The high temperature was 95 at McCarran International Airport on Friday, two degrees below the forecast high of 97. It might be the last “cool” news for the Las Vegas region in the coming week.

“The forecast is trending hotter and hotter,” National Weather Service meteorologist Barry Pierce said. “We’re set for several scorching days.”

A zenith of 116 is now expected for Wednesday, just a degree below the all-time McCarran record last reached on June 20, 2017. The record for June 16 at McCarran is 116, set in 1940.

Saturday should see a high near 103 with a 5-degree rise to 108 on Sunday. Monday is pegged at 110 with 112 on Tuesday.

An excessive heat watch begins at 10 a.m. Monday and does not expire until 8 p.m. Friday, according to the weather service.

Morning lows around 90 degrees by the middle of the week will compound the issue with little to no overnight cooling.

The daily forecast high for Laughlin is 121 Tuesday through Friday, while a high of 126 on Wednesday is forecast for Death Valley National Park.

Cooling stations to open Monday

Clark County officials said they will open cooling stations starting Monday at community and recreation centers in Las Vegas, North Las Vegas, Henderson and at Catholic Charities downtown.

Two centers also will open in Laughlin, where temperatures could reach 120 degrees along the Colorado River.

— Walnut Recreation Center, 3075 N. Walnut Road (south of E. Cheyenne Avenue) Las Vegas Phone: (702) 455-8402 Hours: 7 a.m.-6 p.m. M-F.

— Pearson Community Center, 1625 West Carey Avenue (west of N. Martin Luther King Blvd), Las Vegas, Phone: (702) 455-1220, Hours: 8 a.m.-6 p.m. M-F.

— Downtown Recreation Center, 105 W. Basic Road (east of Pacific Avenue), Henderson, Phone: (702) 267-4040 Hours: 11 a.m.-6 p.m. M-F.

— Catholic Charities, 1511 North Las Vegas Blvd (near Foremaster Lane), Las Vegas, Phone: (702) 385-2662, Hours: Noon-3 p.m. daily.

— Hollywood Recreation Center, 1650 S. Hollywood Blvd, (north of American Beauty Ave), Las Vegas, Phone: (702) 455-0566, Hours: 6 a.m.-8 p.m. M-F.

— Cambridge Recreation Center, 3930 Cambridge Street, (north of E. Flamingo Blvd), Las Vegas, Phone: (702) 455-7169, Hours: 7:00 a.m.-8:00 p.m. M-F.

— Whitney Recreation Center, 5712 E. Missouri Avenue, (south of Tropicana Blvd & west of Boulder Hwy), Las Vegas Phone: (702) 455-7576, Hours: 7:00 a.m.-6:00 p.m. M-F.

— SHARE Village (daily hydration only), 50 N. 21st Street (east of E Charleston Blvd), Las Vegas, Phone: (702) 222-1680, Hours: 6-7 a.m. breakfast pantry, 8-10 a.m. grocery pantry.

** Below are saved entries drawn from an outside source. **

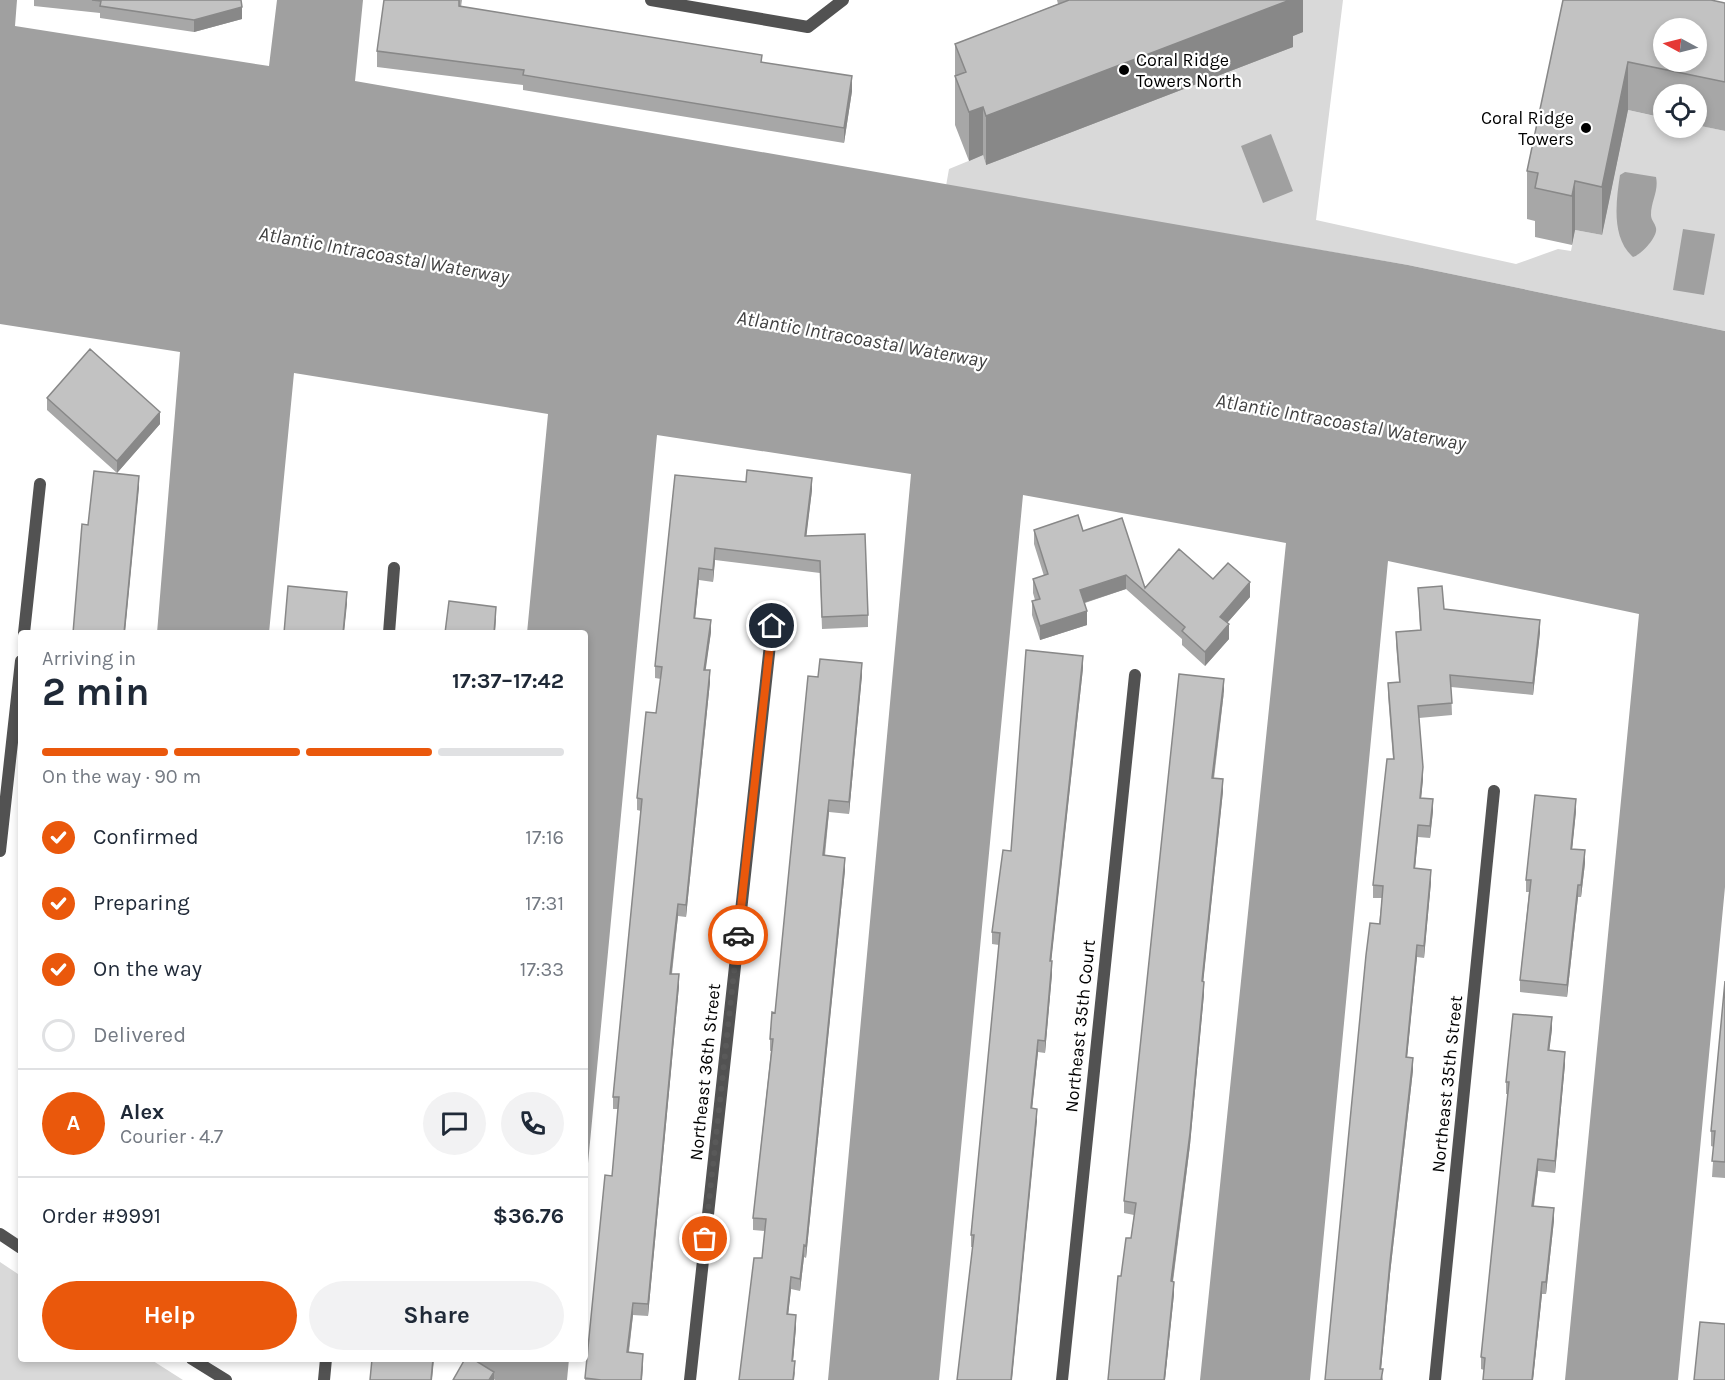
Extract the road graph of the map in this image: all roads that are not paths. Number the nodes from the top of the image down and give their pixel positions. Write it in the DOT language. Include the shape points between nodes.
graph roads {
  1 [pos="651,0"];
  2 [pos="843,0"];
  3 [pos="40,484"];
  4 [pos="394,568"];
  5 [pos="772,626"];
  6 [pos="24,630"];
  7 [pos="389,630"];
  8 [pos="1135,675"];
  9 [pos="18,688"];
  10 [pos="1494,791"];
  11 [pos="0,851"];
  12 [pos="0,1234"];
  13 [pos="18,1246"];
  14 [pos="197,1362"];
  15 [pos="326,1362"];
  16 [pos="226,1380"];
  17 [pos="324,1380"];
  18 [pos="690,1380"];
  19 [pos="1062,1380"];
  20 [pos="1435,1380"];
  1 -- 2 [label="street" via="808,27"];
  3 -- 6 [label="street"];
  4 -- 7 [label="street"];
  5 -- 18 [label="street, Northeast 36th Street"];
  8 -- 19 [label="street, Northeast 35th Court"];
  9 -- 11 [label="street"];
  10 -- 20 [label="street, Northeast 35th Street"];
  12 -- 13 [label="street"];
  14 -- 16 [label="street"];
  15 -- 17 [label="street"];
}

— Downtown Senior Center (age 50+), 27 E. Texas Avenue (near E. Army Street), Henderson, Phone: (702) 267-4150, Hours: Noon-3 p.m. M-F.

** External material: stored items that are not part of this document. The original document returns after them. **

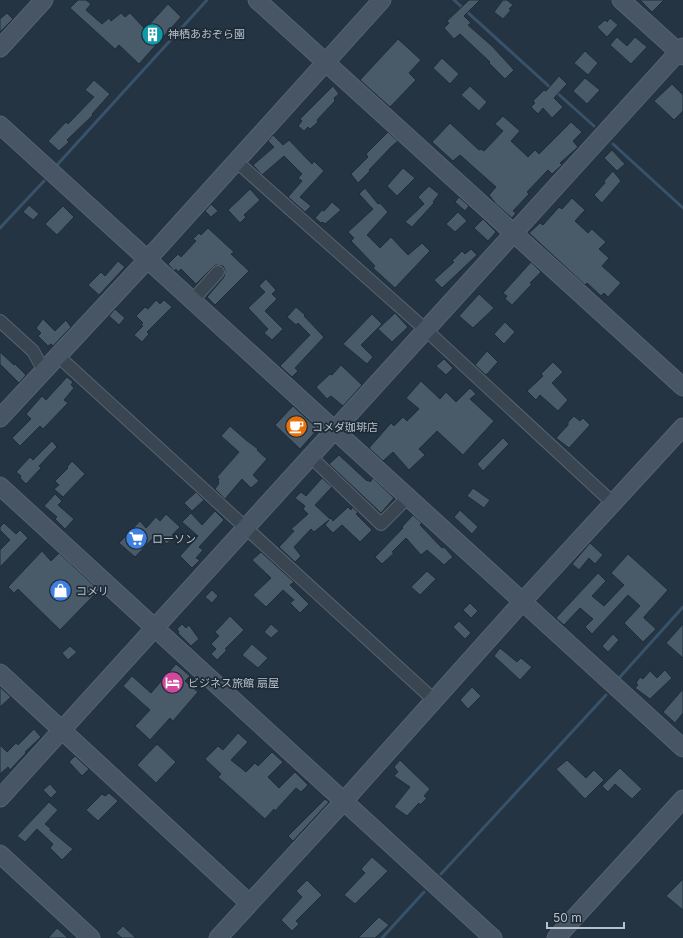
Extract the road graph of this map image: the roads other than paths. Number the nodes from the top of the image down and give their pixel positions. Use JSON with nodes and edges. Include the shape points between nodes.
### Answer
{"nodes":[{"id":1,"x":44,"y":0,"type":"edge"},
{"id":2,"x":257,"y":0,"type":"edge"},
{"id":3,"x":382,"y":0,"type":"edge"},
{"id":4,"x":621,"y":0,"type":"edge"},
{"id":5,"x":0,"y":48,"type":"edge"},
{"id":6,"x":682,"y":52,"type":"edge"},
{"id":7,"x":325,"y":62,"type":"junction"},
{"id":8,"x":0,"y":125,"type":"edge"},
{"id":9,"x":236,"y":161,"type":"junction"},
{"id":10,"x":513,"y":234,"type":"junction"},
{"id":11,"x":147,"y":260,"type":"junction"},
{"id":12,"x":218,"y":272,"type":"dead end"},
{"id":13,"x":192,"y":301,"type":"junction"},
{"id":14,"x":0,"y":321,"type":"edge"},
{"id":15,"x":426,"y":330,"type":"junction"},
{"id":16,"x":58,"y":356,"type":"junction"},
{"id":17,"x":44,"y":370,"type":"junction"},
{"id":18,"x":683,"y":387,"type":"edge"},
{"id":19,"x":0,"y":418,"type":"edge"},
{"id":20,"x":683,"y":427,"type":"edge"},
{"id":21,"x":335,"y":430,"type":"junction"},
{"id":22,"x":311,"y":457,"type":"junction"},
{"id":23,"x":0,"y":486,"type":"edge"},
{"id":24,"x":408,"y":496,"type":"junction"},
{"id":25,"x":614,"y":504,"type":"junction"},
{"id":26,"x":245,"y":528,"type":"junction"},
{"id":27,"x":523,"y":601,"type":"junction"},
{"id":28,"x":155,"y":627,"type":"junction"},
{"id":29,"x":0,"y":673,"type":"edge"},
{"id":30,"x":434,"y":700,"type":"junction"},
{"id":31,"x":63,"y":730,"type":"junction"},
{"id":32,"x":683,"y":748,"type":"edge"},
{"id":33,"x":0,"y":798,"type":"edge"},
{"id":34,"x":683,"y":799,"type":"edge"},
{"id":35,"x":343,"y":802,"type":"junction"},
{"id":36,"x":0,"y":854,"type":"edge"},
{"id":37,"x":249,"y":903,"type":"junction"},
{"id":38,"x":91,"y":938,"type":"edge"},
{"id":39,"x":218,"y":938,"type":"edge"},
{"id":40,"x":493,"y":938,"type":"edge"},
{"id":41,"x":556,"y":938,"type":"edge"}],
"edges":[{"from":1,"to":5,"type":"street"},
{"from":2,"to":7,"type":"street"},
{"from":3,"to":7,"type":"street"},
{"from":4,"to":6,"type":"street"},
{"from":6,"to":10,"type":"street"},
{"from":7,"to":9,"type":"street"},
{"from":7,"to":10,"type":"street"},
{"from":8,"to":11,"type":"street"},
{"from":9,"to":11,"type":"street"},
{"from":9,"to":15,"type":"street"},
{"from":10,"to":15,"type":"street"},
{"from":10,"to":18,"type":"street"},
{"from":11,"to":13,"type":"street"},
{"from":11,"to":16,"type":"street"},
{"from":12,"to":13,"type":"street"},
{"from":13,"to":21,"type":"street"},
{"from":14,"to":17,"type":"street","via":[[33,351]]},
{"from":15,"to":21,"type":"street"},
{"from":15,"to":25,"type":"street"},
{"from":16,"to":17,"type":"street"},
{"from":16,"to":26,"type":"street"},
{"from":17,"to":19,"type":"street"},
{"from":20,"to":25,"type":"street"},
{"from":21,"to":22,"type":"street"},
{"from":21,"to":24,"type":"street"},
{"from":22,"to":24,"type":"street","via":[[381,524]]},
{"from":22,"to":26,"type":"street"},
{"from":23,"to":28,"type":"street"},
{"from":24,"to":27,"type":"street"},
{"from":25,"to":27,"type":"street"},
{"from":26,"to":28,"type":"street"},
{"from":26,"to":30,"type":"street"},
{"from":27,"to":30,"type":"street"},
{"from":27,"to":32,"type":"street"},
{"from":28,"to":31,"type":"street"},
{"from":28,"to":35,"type":"street"},
{"from":29,"to":31,"type":"street"},
{"from":30,"to":35,"type":"street"},
{"from":31,"to":33,"type":"street"},
{"from":31,"to":37,"type":"street"},
{"from":34,"to":41,"type":"street"},
{"from":35,"to":37,"type":"street"},
{"from":35,"to":40,"type":"street"},
{"from":36,"to":38,"type":"street"},
{"from":37,"to":39,"type":"street"}]}
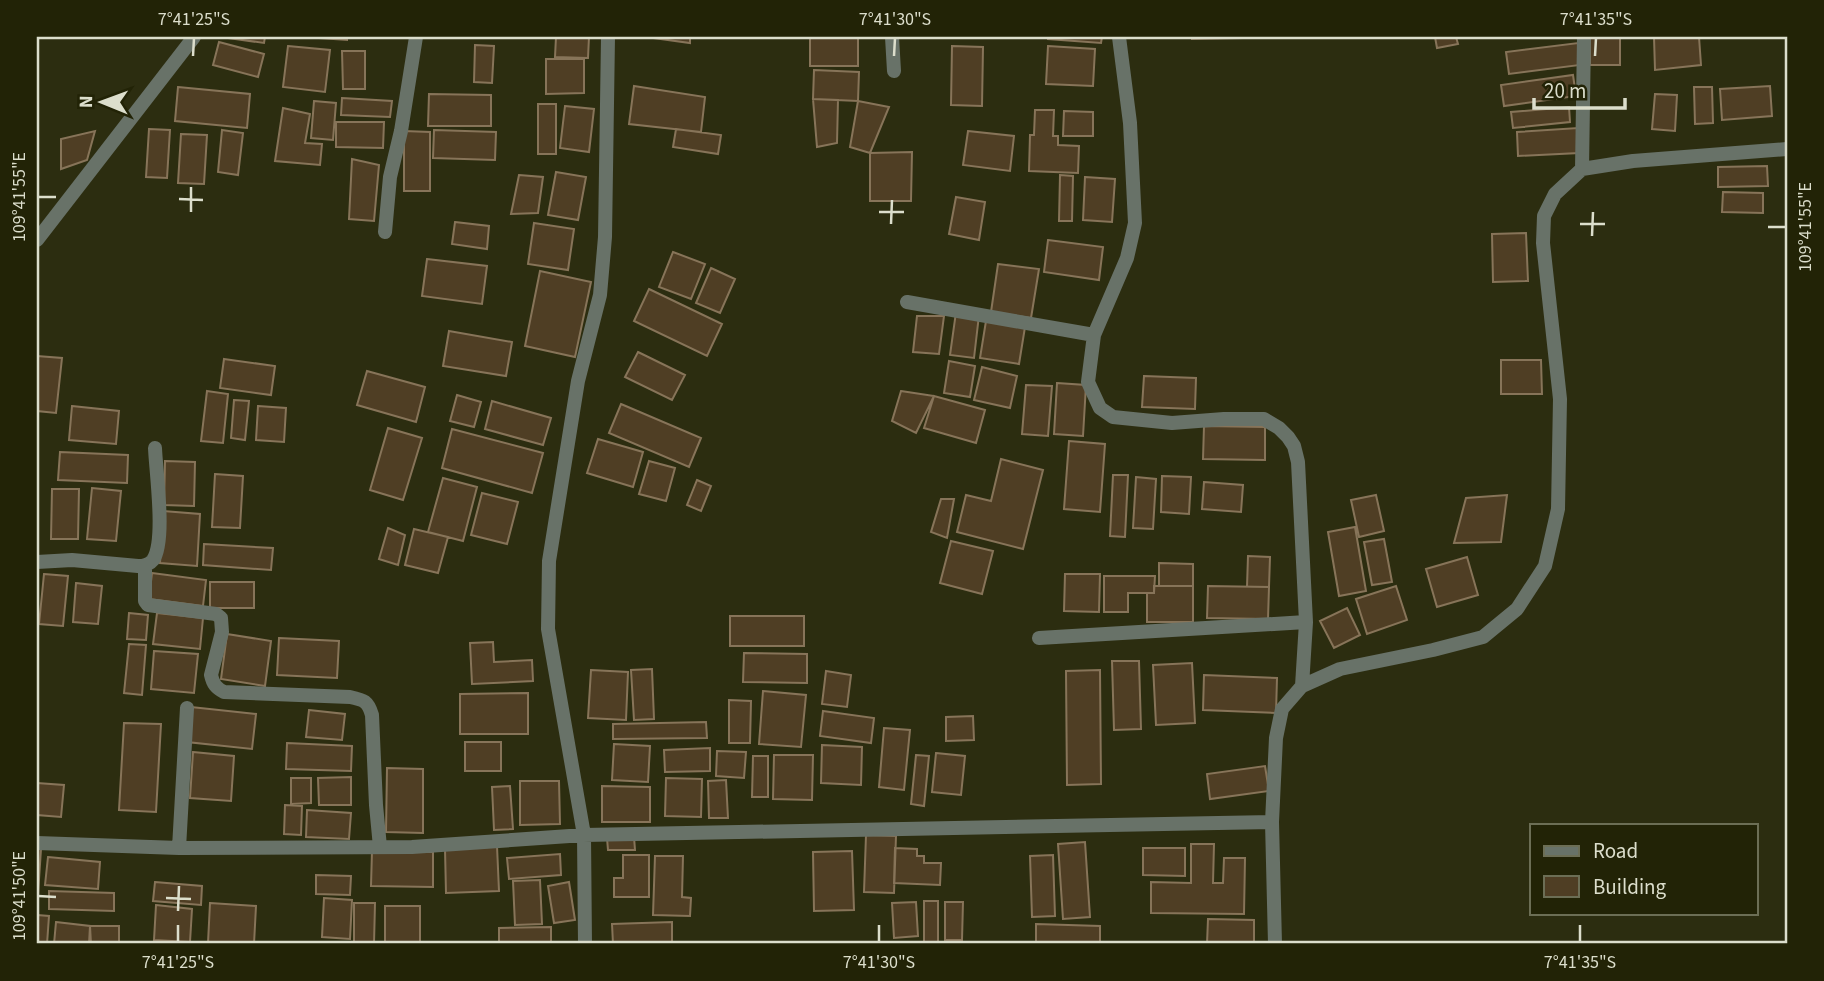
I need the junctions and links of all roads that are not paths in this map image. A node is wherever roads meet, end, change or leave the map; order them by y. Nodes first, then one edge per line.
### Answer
1 (194, 37) edge
2 (415, 37) edge
3 (608, 37) edge
4 (892, 37) edge
5 (1119, 37) edge
6 (1584, 37) edge
7 (894, 71) dead end
8 (1787, 149) edge
9 (1582, 170) junction
10 (385, 232) dead end
11 (37, 240) edge
12 (907, 302) dead end
13 (1094, 335) junction
14 (155, 448) dead end
15 (37, 562) edge
16 (145, 566) junction
17 (1306, 622) junction
18 (1039, 638) dead end
19 (1302, 686) junction
20 (187, 708) dead end
21 (1272, 822) junction
22 (584, 835) junction
23 (37, 843) edge
24 (380, 847) junction
25 (179, 848) junction
26 (585, 944) edge
27 (1275, 944) edge

1 - 11 street
2 - 10 street
3 - 22 street
4 - 7 street
5 - 13 street
6 - 9 street
8 - 9 street
9 - 19 street
12 - 13 street
13 - 17 street
14 - 16 street
15 - 16 street
16 - 24 street
17 - 18 street
17 - 19 street
19 - 21 street
20 - 25 street
21 - 22 street
21 - 27 street
22 - 24 street
22 - 26 street
23 - 25 street
24 - 25 street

— Courtyard Homeless Resource Center, 1401 Las Vegas Blvd. North (enter at 310 Foremaster Lane), Las Vegas, Phone: (702) 229-6117, Hours: 24 hours all days.

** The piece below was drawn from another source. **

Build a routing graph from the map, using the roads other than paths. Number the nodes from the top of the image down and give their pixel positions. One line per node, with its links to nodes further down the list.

— Downtown Recreation Center, 105 W. Basic Road in Henderson, open 9 a.m. to 3 p.m. on Saturday, closed on Sunday, and open 11 a.m. to 6 p.m. on Monday. Call 702-267-4040

Cooling stations outside the valley

— In Laughlin: American Legion Richard Springston Post 60, 1510 Bruce Woodbury Drive, open from 8 a.m. to 8 p.m. on days with temperatures more than 112 degrees. An outside cooling area will be open for pets on a leash or in a carrier, but no pets will be allowed inside the building. Call 702-299-1510.

— Colorado River Food Bank, 240 Laughlin Civic Drive, Laughlin, 89029, Phone: (702) 298-9220, Hours: 8:00am-2:45pm Mon-Fri.

Safety precautions

In a Twitter post, the weather service advised people to drink plenty of water, limit time outside to the cooler parts of the day and wear light, breathable clothing.

“Anyone overcome by heat should be moved to a cool and shaded location,” the warning stated, advising a call to 911 for assistance for possible heat stroke victims.

The Southern Nevada Chapter of the American Red Cross shared the following reminders:

— Never leave children or pets alone in enclosed vehicles.

— Use a buddy system when working in excessive heat, and take frequent breaks if you must work outdoors.

— Check on family, friends and neighbors who do not have air conditioning, spend much of their time alone or are more likely to be affected by the heat.

— Check on animals frequently to ensure that they are not suffering from the heat.